Esta recolha resulta de uma investigação que estamos a levar a cabo no Dar a Volta sobre o QUE NOS LIGA E NOS DESLIGA da bicicleta.
As fotografias aqui expostas pertencem aos espólios das famílias dos estudantes da FMH (dos cursos de licenciatura 2015 e 2016). Esta primeira galeria é sobre as avós dos estudantes com histórias contadas no outono de 2016 e 2017. Difícil, para todos, foi conseguir datar fotografias e histórias associadas.

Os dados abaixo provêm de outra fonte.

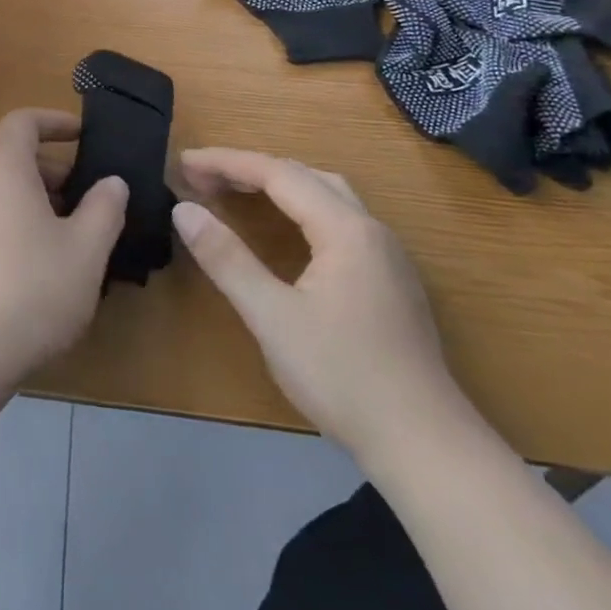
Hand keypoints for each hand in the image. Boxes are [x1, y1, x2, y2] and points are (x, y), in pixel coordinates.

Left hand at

Agradecemos a todas as famílias a partilha dos seus espólios.
Este álbum também já contém fotografias de pessoas acompanham este projeto e que contribuem enviando fotos e histórias da própria família.

Gândara, anos 40
Primeiro a história da irmã da minha bisavó contada pela minha avó. Esta então era uma gandaresa e trabalhava na agricultura, e nessa altura (anos 40) não havia mais nenhum meio de transporte na terrinha dela, assim, ela usava a bicicleta para ir para todos os lados: Quando se queria deslocar para os terrenos de cultivo, quando ia fazer compras ou até vender os próprios produtos em feiras de outras terras, quando ia á missa ou até quando ia aos domingos fazer grandes passeios com os amigos, ou seja, fazia tudo com a bicicleta em que está montada na foto ao pé da minha bisavó! A segunda história é do meu bisavô, marido da minha bisavó que está na foto em pé, que em jeito de coincidência, também usava a sua bicicleta como meio não só de transporte mas de trabalho. Era um ourives ambulante e ia às terras e casas das pessoas sempre na sua bicicleta com um saco pendurado onde tinha o ouro e as joias, era assim que vivia dia-a-dia e trabalhou muitos anos assim. No entanto, um dia após o 25 de abril, ele tinha a bicicleta parada à porta de uma taberna e esta foi-lhe roubada, perdendo assim um trabalho de uma vida inteira, algo que o traumatizou e que fez com que nunca mais trabalhasse dessa forma, nunca mais foi o mesmo. n

Figueira da Foz, anos 50
Sobre a minha avó materna: a primeira experiência que teve com uma bicicleta foi aos 12 anos, e segundo o que conta era muito difícil terem contacto porque era um objecto caro. No entanto, ainda se recordou das seguintes histórias: – Um dia, algures entre os 12 e os 15 anos, foi dar um passeio com o seu pai, meu bisavô, junto ao Rio Mondego, com bicicletas alugadas, e atropelou uma lavadeira que levava a roupa à cabeça a pé. – Durante alguns anos, juntava-se com um grupo de amigos e iam ao stand de bicicletas que havia numa esplanada na Figueira da Foz e alugavam-nas por 30 minutos/1 hora (momento registado nesta foto); – Contou também sobre uma vez que foi a S. Pedro de Moel e experimentou uma bicicleta de uma amiga e numa descida íngreme caiu.

Lisboa, anos 50
A minha avó teve a sua primeira experiência com uma bicicleta que pediu emprestada a uma amiga, no Bairro da Madre de Deus. Não sabe ao certo a razão pela qual nunca lhe deram uma bicicleta… Assim, andava “à boleia” da sua amiga, ora ela dava umas voltas, ora deixava a minha avó dar. Referiu que foi um grande desgosto de não ter um bicicleta sua. Passado uns anos, começou a namorar com o meu Avó (Mário Esteves) que tinha uma bicicleta. Conta que davam umas voltas pela província na aldeia da Columbeira. A minha avó teve a sua primeira experiência com uma bicicleta quando a pediu emprestada a uma amiga, no Bairro da Madre de Deus. Recordou que um dia, foram convidados para uma matança de porco na Usseira. Lá foram, ambos de bicicleta. Começou a chuviscar e quando iam a descer uma estrada, cada vez a bicicleta andava mais rápido e o meu Avó bem dizia “trava, trava…”. Até que a bicicleta da minha avó saiu da estrada e foi se enfiar numas silvas encostadas a um muro. Diz que ficou tão magoada, tão inchada e tão picada… que nunca mais andou de bicicleta. A minha avó diz que, depois das experiencias que viveu percebeu que nasceu para não andar de bicicleta.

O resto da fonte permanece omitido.